This is a web application providing a GUI for editing and loading data into the Cambridge Digital Library Platform. It edits data in the cudl-data-source s3 buckets (prefixed with dev-, staging- and production-). Once this data is edited it triggers processing, see https://github.com/cambridge-collection/data-lambda-transform which has details on how the data is processed.
If you are new to the content loader, start by using the sample data set instead of using data ina s3 bucket. You can run the following commands to bring in the sample data, and run the client:
git submodule init
You should see some sample data in the directory docker/dl-data-samples/source-data
Then you can build the client and run it using the commands:
mvn clean package
This should produce a target directory with a war file in.
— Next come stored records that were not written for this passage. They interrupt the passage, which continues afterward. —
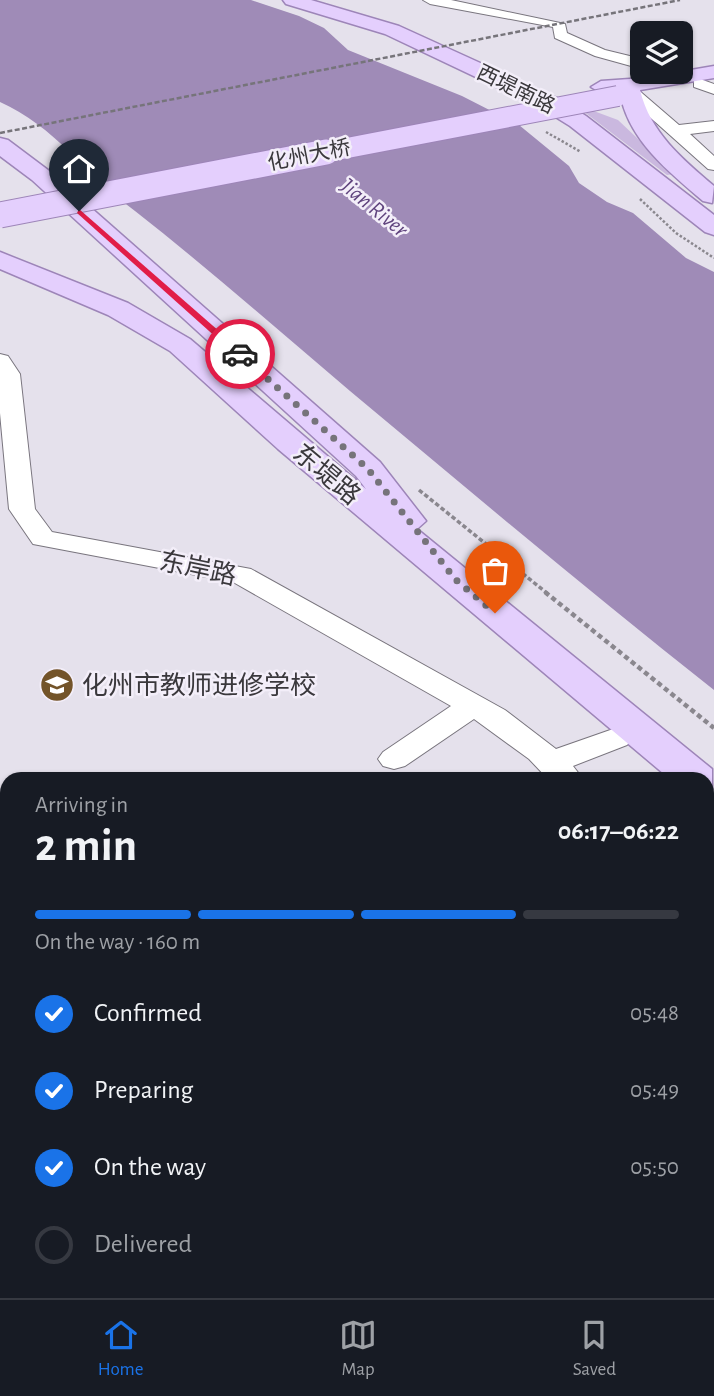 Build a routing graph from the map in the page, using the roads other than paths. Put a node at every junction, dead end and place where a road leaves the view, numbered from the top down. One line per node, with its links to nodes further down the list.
1 (430, 0): 4 (street)
2 (303, 1): 13 (main road, 西堤南路)
3 (709, 82): 4 (main road)
4 (627, 85): 6 (street); 10 (main road); 11 (main road, 化州大桥); 12 (main road, 化州大桥, bridge)
5 (714, 126): 6 (street)
6 (676, 131): 9 (street)
7 (0, 145): 19 (main road)
8 (0, 157): 16 (main road)
9 (714, 165)
10 (714, 197)
11 (0, 200)
12 (0, 215)
13 (714, 227)
14 (0, 260): 17 (main road, 东堤路)
15 (0, 271): 19 (main road, 东堤路)
16 (164, 308): 17 (main road); 19 (main road)
17 (131, 316): 19 (main road, 东堤路)
18 (0, 360): 20 (street, 东岸路)
19 (227, 375): 22 (main road, 东堤路); 26 (main road, 东堤路)
20 (10, 491): 21 (street, 东岸路)
21 (473, 705): 23 (street); 24 (street, 东岸路)
22 (616, 738): 24 (street); 25 (main road, 东堤路)
23 (394, 759)
24 (559, 771)
25 (656, 772)
26 (689, 772)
Then you can run the command:
docker-compose --env-file example.env --file docker-compose-sample-data.yml up
and the content loader should start on http://localhost:8081 and you will need to log in using the following:
username: test-all
password: password
This is set in the file docker/dl-loading-db/resources/example_user_data.sql
and can be changed through the user management section.
The content loader works on the "source data"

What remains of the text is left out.